• _Required action_: All records need to be reproduced exactly. Keep every word as it is.

[Stored items]
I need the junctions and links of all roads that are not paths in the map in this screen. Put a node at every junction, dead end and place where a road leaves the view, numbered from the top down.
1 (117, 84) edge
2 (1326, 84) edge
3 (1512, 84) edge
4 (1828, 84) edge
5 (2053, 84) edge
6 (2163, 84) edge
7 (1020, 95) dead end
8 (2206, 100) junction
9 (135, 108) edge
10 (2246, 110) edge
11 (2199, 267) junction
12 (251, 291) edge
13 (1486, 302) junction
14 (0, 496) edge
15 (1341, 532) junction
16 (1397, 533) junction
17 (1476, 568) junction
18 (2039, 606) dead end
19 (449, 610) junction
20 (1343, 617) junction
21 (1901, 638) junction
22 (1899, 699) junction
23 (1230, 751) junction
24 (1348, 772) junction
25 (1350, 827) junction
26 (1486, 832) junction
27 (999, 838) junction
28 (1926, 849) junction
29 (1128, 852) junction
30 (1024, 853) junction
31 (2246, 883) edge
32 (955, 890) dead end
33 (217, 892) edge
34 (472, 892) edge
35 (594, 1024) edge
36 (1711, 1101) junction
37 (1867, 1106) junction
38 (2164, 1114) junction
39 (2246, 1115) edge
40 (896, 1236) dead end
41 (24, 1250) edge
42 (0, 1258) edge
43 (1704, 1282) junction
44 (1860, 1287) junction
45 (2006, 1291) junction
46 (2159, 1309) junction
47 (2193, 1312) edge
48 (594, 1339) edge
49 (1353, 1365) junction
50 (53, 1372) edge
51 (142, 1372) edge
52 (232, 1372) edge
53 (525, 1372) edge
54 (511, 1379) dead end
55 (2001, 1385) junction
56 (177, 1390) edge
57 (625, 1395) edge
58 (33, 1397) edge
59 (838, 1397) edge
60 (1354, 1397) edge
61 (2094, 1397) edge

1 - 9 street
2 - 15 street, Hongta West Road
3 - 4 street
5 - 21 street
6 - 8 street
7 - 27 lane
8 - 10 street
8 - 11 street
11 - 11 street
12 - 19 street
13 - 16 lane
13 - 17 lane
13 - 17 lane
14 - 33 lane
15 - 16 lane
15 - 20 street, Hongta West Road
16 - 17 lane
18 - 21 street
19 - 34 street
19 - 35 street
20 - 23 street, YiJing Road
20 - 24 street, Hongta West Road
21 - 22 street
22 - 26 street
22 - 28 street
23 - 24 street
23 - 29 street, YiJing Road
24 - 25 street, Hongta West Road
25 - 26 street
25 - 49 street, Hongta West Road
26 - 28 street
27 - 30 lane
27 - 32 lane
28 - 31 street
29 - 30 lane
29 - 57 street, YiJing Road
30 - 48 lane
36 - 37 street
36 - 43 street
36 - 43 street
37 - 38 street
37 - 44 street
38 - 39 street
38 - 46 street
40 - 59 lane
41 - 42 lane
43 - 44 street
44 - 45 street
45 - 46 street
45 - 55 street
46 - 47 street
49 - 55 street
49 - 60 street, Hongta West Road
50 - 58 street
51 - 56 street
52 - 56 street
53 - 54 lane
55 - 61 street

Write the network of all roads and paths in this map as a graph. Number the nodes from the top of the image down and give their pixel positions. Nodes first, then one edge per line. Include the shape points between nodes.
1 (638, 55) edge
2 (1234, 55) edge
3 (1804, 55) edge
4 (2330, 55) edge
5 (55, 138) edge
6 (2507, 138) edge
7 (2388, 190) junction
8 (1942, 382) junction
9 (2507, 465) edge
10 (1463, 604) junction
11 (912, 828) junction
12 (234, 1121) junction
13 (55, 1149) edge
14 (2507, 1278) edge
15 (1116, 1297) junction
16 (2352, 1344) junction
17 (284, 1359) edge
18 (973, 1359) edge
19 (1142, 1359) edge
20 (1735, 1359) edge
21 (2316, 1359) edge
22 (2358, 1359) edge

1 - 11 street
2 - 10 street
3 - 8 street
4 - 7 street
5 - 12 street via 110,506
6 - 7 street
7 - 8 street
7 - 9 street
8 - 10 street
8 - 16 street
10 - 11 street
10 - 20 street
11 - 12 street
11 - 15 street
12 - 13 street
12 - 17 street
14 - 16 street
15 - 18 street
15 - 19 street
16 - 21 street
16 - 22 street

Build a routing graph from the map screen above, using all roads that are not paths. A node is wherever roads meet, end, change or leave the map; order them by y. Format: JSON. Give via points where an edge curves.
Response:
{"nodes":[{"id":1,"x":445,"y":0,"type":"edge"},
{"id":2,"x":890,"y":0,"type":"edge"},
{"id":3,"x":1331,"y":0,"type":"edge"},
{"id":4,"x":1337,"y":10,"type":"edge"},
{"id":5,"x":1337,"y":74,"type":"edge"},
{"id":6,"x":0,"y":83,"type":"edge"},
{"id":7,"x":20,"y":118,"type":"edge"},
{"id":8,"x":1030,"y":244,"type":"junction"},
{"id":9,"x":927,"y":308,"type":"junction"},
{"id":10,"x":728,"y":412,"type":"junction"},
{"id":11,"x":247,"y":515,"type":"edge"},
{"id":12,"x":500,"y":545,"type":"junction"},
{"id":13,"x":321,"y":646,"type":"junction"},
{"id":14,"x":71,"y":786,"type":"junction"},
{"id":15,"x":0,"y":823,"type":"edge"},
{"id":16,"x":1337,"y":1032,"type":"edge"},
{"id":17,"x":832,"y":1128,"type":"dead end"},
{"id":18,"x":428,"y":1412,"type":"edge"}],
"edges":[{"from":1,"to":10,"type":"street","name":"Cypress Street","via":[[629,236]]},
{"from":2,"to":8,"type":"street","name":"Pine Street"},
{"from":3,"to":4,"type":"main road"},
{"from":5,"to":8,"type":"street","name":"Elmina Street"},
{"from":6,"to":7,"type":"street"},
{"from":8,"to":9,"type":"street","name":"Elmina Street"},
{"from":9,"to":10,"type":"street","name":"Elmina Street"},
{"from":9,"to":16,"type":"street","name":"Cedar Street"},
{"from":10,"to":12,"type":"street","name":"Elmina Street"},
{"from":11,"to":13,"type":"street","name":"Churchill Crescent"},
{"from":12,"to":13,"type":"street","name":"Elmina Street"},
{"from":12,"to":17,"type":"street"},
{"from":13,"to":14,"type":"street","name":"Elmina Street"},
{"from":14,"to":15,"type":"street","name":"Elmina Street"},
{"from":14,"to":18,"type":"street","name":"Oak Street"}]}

• _Response_:
I need the junctions and links of all roads that are not paths in the map in this screen. Put a node at every junction, dead end and place where a road leaves the view, numbered from the top down.
1 (117, 84) edge
2 (1326, 84) edge
3 (1512, 84) edge
4 (1828, 84) edge
5 (2053, 84) edge
6 (2163, 84) edge
7 (1020, 95) dead end
8 (2206, 100) junction
9 (135, 108) edge
10 (2246, 110) edge
11 (2199, 267) junction
12 (251, 291) edge
13 (1486, 302) junction
14 (0, 496) edge
15 (1341, 532) junction
16 (1397, 533) junction
17 (1476, 568) junction
18 (2039, 606) dead end
19 (449, 610) junction
20 (1343, 617) junction
21 (1901, 638) junction
22 (1899, 699) junction
23 (1230, 751) junction
24 (1348, 772) junction
25 (1350, 827) junction
26 (1486, 832) junction
27 (999, 838) junction
28 (1926, 849) junction
29 (1128, 852) junction
30 (1024, 853) junction
31 (2246, 883) edge
32 (955, 890) dead end
33 (217, 892) edge
34 (472, 892) edge
35 (594, 1024) edge
36 (1711, 1101) junction
37 (1867, 1106) junction
38 (2164, 1114) junction
39 (2246, 1115) edge
40 (896, 1236) dead end
41 (24, 1250) edge
42 (0, 1258) edge
43 (1704, 1282) junction
44 (1860, 1287) junction
45 (2006, 1291) junction
46 (2159, 1309) junction
47 (2193, 1312) edge
48 (594, 1339) edge
49 (1353, 1365) junction
50 (53, 1372) edge
51 (142, 1372) edge
52 (232, 1372) edge
53 (525, 1372) edge
54 (511, 1379) dead end
55 (2001, 1385) junction
56 (177, 1390) edge
57 (625, 1395) edge
58 (33, 1397) edge
59 (838, 1397) edge
60 (1354, 1397) edge
61 (2094, 1397) edge

1 - 9 street
2 - 15 street, Hongta West Road
3 - 4 street
5 - 21 street
6 - 8 street
7 - 27 lane
8 - 10 street
8 - 11 street
11 - 11 street
12 - 19 street
13 - 16 lane
13 - 17 lane
13 - 17 lane
14 - 33 lane
15 - 16 lane
15 - 20 street, Hongta West Road
16 - 17 lane
18 - 21 street
19 - 34 street
19 - 35 street
20 - 23 street, YiJing Road
20 - 24 street, Hongta West Road
21 - 22 street
22 - 26 street
22 - 28 street
23 - 24 street
23 - 29 street, YiJing Road
24 - 25 street, Hongta West Road
25 - 26 street
25 - 49 street, Hongta West Road
26 - 28 street
27 - 30 lane
27 - 32 lane
28 - 31 street
29 - 30 lane
29 - 57 street, YiJing Road
30 - 48 lane
36 - 37 street
36 - 43 street
36 - 43 street
37 - 38 street
37 - 44 street
38 - 39 street
38 - 46 street
40 - 59 lane
41 - 42 lane
43 - 44 street
44 - 45 street
45 - 46 street
45 - 55 street
46 - 47 street
49 - 55 street
49 - 60 street, Hongta West Road
50 - 58 street
51 - 56 street
52 - 56 street
53 - 54 lane
55 - 61 street

Write the network of all roads and paths in this map as a graph. Number the nodes from the top of the image down and give their pixel positions. Nodes first, then one edge per line. Include the shape points between nodes.
1 (638, 55) edge
2 (1234, 55) edge
3 (1804, 55) edge
4 (2330, 55) edge
5 (55, 138) edge
6 (2507, 138) edge
7 (2388, 190) junction
8 (1942, 382) junction
9 (2507, 465) edge
10 (1463, 604) junction
11 (912, 828) junction
12 (234, 1121) junction
13 (55, 1149) edge
14 (2507, 1278) edge
15 (1116, 1297) junction
16 (2352, 1344) junction
17 (284, 1359) edge
18 (973, 1359) edge
19 (1142, 1359) edge
20 (1735, 1359) edge
21 (2316, 1359) edge
22 (2358, 1359) edge

1 - 11 street
2 - 10 street
3 - 8 street
4 - 7 street
5 - 12 street via 110,506
6 - 7 street
7 - 8 street
7 - 9 street
8 - 10 street
8 - 16 street
10 - 11 street
10 - 20 street
11 - 12 street
11 - 15 street
12 - 13 street
12 - 17 street
14 - 16 street
15 - 18 street
15 - 19 street
16 - 21 street
16 - 22 street

Build a routing graph from the map screen above, using all roads that are not paths. A node is wherever roads meet, end, change or leave the map; order them by y. Format: JSON. Give via points where an edge curves.
Response:
{"nodes":[{"id":1,"x":445,"y":0,"type":"edge"},
{"id":2,"x":890,"y":0,"type":"edge"},
{"id":3,"x":1331,"y":0,"type":"edge"},
{"id":4,"x":1337,"y":10,"type":"edge"},
{"id":5,"x":1337,"y":74,"type":"edge"},
{"id":6,"x":0,"y":83,"type":"edge"},
{"id":7,"x":20,"y":118,"type":"edge"},
{"id":8,"x":1030,"y":244,"type":"junction"},
{"id":9,"x":927,"y":308,"type":"junction"},
{"id":10,"x":728,"y":412,"type":"junction"},
{"id":11,"x":247,"y":515,"type":"edge"},
{"id":12,"x":500,"y":545,"type":"junction"},
{"id":13,"x":321,"y":646,"type":"junction"},
{"id":14,"x":71,"y":786,"type":"junction"},
{"id":15,"x":0,"y":823,"type":"edge"},
{"id":16,"x":1337,"y":1032,"type":"edge"},
{"id":17,"x":832,"y":1128,"type":"dead end"},
{"id":18,"x":428,"y":1412,"type":"edge"}],
"edges":[{"from":1,"to":10,"type":"street","name":"Cypress Street","via":[[629,236]]},
{"from":2,"to":8,"type":"street","name":"Pine Street"},
{"from":3,"to":4,"type":"main road"},
{"from":5,"to":8,"type":"street","name":"Elmina Street"},
{"from":6,"to":7,"type":"street"},
{"from":8,"to":9,"type":"street","name":"Elmina Street"},
{"from":9,"to":10,"type":"street","name":"Elmina Street"},
{"from":9,"to":16,"type":"street","name":"Cedar Street"},
{"from":10,"to":12,"type":"street","name":"Elmina Street"},
{"from":11,"to":13,"type":"street","name":"Churchill Crescent"},
{"from":12,"to":13,"type":"street","name":"Elmina Street"},
{"from":12,"to":17,"type":"street"},
{"from":13,"to":14,"type":"street","name":"Elmina Street"},
{"from":14,"to":15,"type":"street","name":"Elmina Street"},
{"from":14,"to":18,"type":"street","name":"Oak Street"}]}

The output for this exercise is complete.